- The car drives and performs well, about how you’d expect given Tesla’s reputation.
- It’s expensive for what you get compared to other cars in this price range — but this point seems hard to quantify, because none of those other cars have Tesla’s excellent electric drive train.
Having almost all of the controls, including things like controlling the air vents, go through the touchscreen is not a good design. He writes:
To do almost anything, from adjusting the mirrors to tweaking the car’s speed while driving in Autopilot, I had to use the screen. There are two unmarked knobs on the steering that are involved in various functions but, before you can use the knobs, you have to around on the big screen first. It’s annoying and most people will hate it. More importantly, it’s terribly distracting.

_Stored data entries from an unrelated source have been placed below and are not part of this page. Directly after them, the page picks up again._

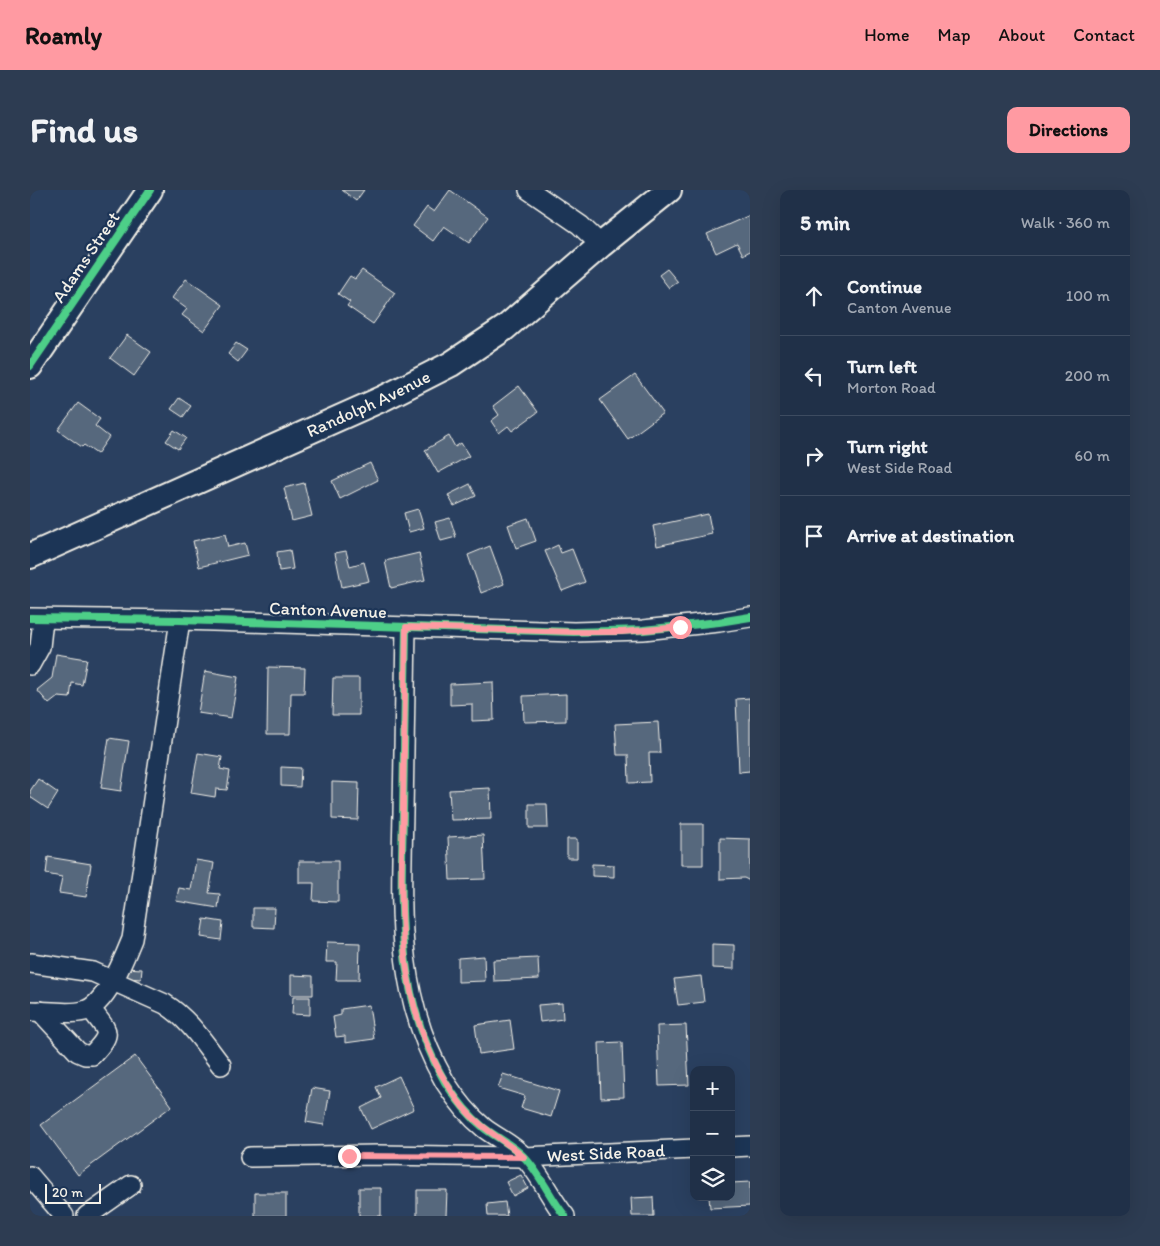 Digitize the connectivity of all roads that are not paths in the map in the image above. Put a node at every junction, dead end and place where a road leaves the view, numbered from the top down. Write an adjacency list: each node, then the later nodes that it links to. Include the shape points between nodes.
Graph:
1 (150, 190): 5 (main road, Adams Street)
2 (530, 190): 4 (street, via 580,225)
3 (669, 190): 4 (main road, Randolph Avenue)
4 (602, 245): 6 (main road, Randolph Avenue, via 505,328 430,376)
5 (30, 366)
6 (30, 556)
7 (40, 616): 9 (street, Canton Avenue); 11 (street, via 40,647)
8 (750, 617): 10 (street, Canton Avenue, via 622,632)
9 (180, 620): 10 (street, Canton Avenue); 13 (street, via 132,939)
10 (406, 627): 21 (street, via 402,918 406,966 414,1005 432,1056 463,1108)
11 (30, 665)
12 (31, 963): 13 (street, via 84,970)
13 (113, 980): 14 (street, via 101,1000); 16 (street, via 174,1010)
14 (90, 1009): 15 (street, via 77,1012); 15 (street, via 107,1031 104,1042 92,1055 78,1052)
15 (35, 1011)
16 (221, 1065)
17 (750, 1146): 18 (street)
18 (735, 1147)
19 (690, 1149): 21 (street, West Side Road)
20 (250, 1157): 21 (street, West Side Road)
21 (524, 1157): 26 (street)
22 (30, 1176): 24 (street)
23 (131, 1185): 25 (street)
24 (64, 1216)
25 (87, 1216)
26 (565, 1216)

I feel like #3 is by far the most interesting point, but Valdes-Dapena seems ill-equipped to make it. He just says it’s very annoying, rather than explaining or illustrating why it’s annoying. Perhaps because he’s used to writing about cars, not about user interfaces? I’ve long been frustrated by the fact that car reviews seldom devote attention or expertise to the design of the controls of the car. They matter a lot to me (shocker, I know), but I think they matter a lot to everyone, whether they think about control design consciously or not. The Model 3’s touchscreen centric design is so radical, it deserves a thorough review of its own.